Employer brand strategy
For employer branding, however, ‘cancel culture’ represents an example of how it is ahead of the curve in comparison to traditional consumer marketing, which is arguably more manufactured whereas, employer branding must always come from a place of well-researched authenticity.
If, in the case of the Samsung campaign, it was ‘cancelled’ because it failed to understand the cultural attitudes towards women in the territory it was targeting, then perhaps not enough research was done on that element of the campaign.
An employer brand strategy should start from a position of empathy and understanding of its audience. In fact, that should be in the brief. Not something that you realise afterwards. In traditional consumer marketing the product is in the brief. In employer brand marketing the human is in the brief.

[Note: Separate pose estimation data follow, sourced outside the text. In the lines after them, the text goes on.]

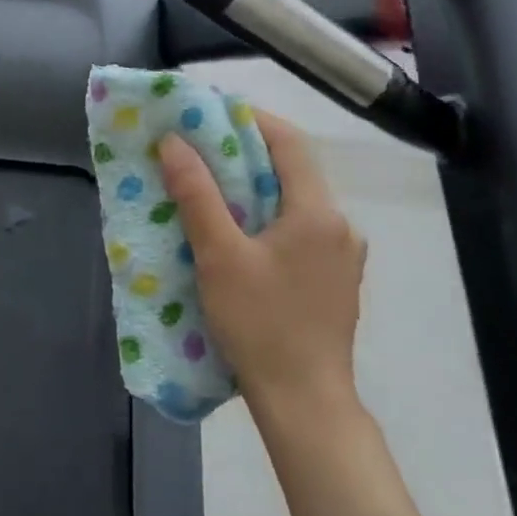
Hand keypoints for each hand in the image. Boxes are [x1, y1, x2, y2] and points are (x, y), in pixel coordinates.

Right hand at [157, 108, 366, 422]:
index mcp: (318, 212)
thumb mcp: (219, 256)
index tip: (209, 112)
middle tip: (199, 148)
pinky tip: (238, 234)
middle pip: (293, 170)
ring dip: (255, 187)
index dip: (250, 118)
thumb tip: (174, 143)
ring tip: (211, 188)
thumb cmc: (261, 324)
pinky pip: (299, 230)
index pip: (289, 142)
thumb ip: (197, 195)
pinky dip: (267, 217)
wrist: (305, 402)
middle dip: (245, 153)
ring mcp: (342, 256)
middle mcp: (340, 226)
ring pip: (295, 202)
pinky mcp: (334, 280)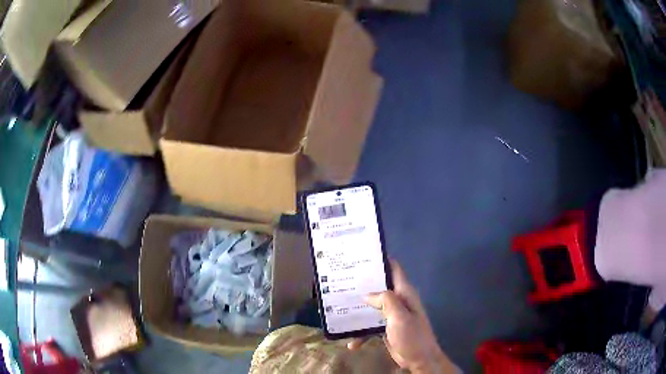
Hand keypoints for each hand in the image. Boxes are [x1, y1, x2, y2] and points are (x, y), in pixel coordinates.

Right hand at [348, 260, 456, 372]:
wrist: (419, 359)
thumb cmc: (412, 336)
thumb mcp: (400, 317)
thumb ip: (386, 301)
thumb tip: (367, 294)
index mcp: (404, 293)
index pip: (394, 269)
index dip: (380, 260)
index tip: (361, 256)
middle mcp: (397, 301)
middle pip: (379, 287)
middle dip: (362, 285)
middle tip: (342, 280)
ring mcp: (391, 315)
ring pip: (371, 306)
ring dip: (358, 309)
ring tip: (339, 309)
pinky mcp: (385, 328)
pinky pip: (369, 326)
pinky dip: (361, 333)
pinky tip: (352, 343)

To create a global or multi-territory employer brand, of course you must be aware that a one-size fits all approach won’t achieve what you want. And as we have seen, in the worst-case scenario it can even result in a backlash.
You are aiming to create something that everybody can buy into and find some affinity with globally, but also see themselves in the message.
There must be a local opportunity to interpret that global message in every territory. From a framework strategy perspective there are going to be elements that are global, central, and non-negotiable such as the positioning statement, the brand guidelines and so on.
Going further, there will be elements which are globally defined and locally tailored with the inclusion of local people, photography etc. And then there’s things that are completely local. And it is there that your research steps involving interviews with senior management and staff across the company, locally and further afield, should arm you and protect you against making obvious own goals through a lack of cultural sensitivity or awareness.
In short, if your employer brand campaign is ‘cancelled’, it might be because it wasn’t that good to start with.
- Establish a branding committee to catch the truth of your organisation at the research stage, involving senior management and staff from across the company.
- Use it to create an employer brand that has over-arching and non-negotiable global brand elements; global and locally tailored and just local.
- If you are criticised, do not try to hide, tell the truth, listen, and act in line with the values that your brand has been built around.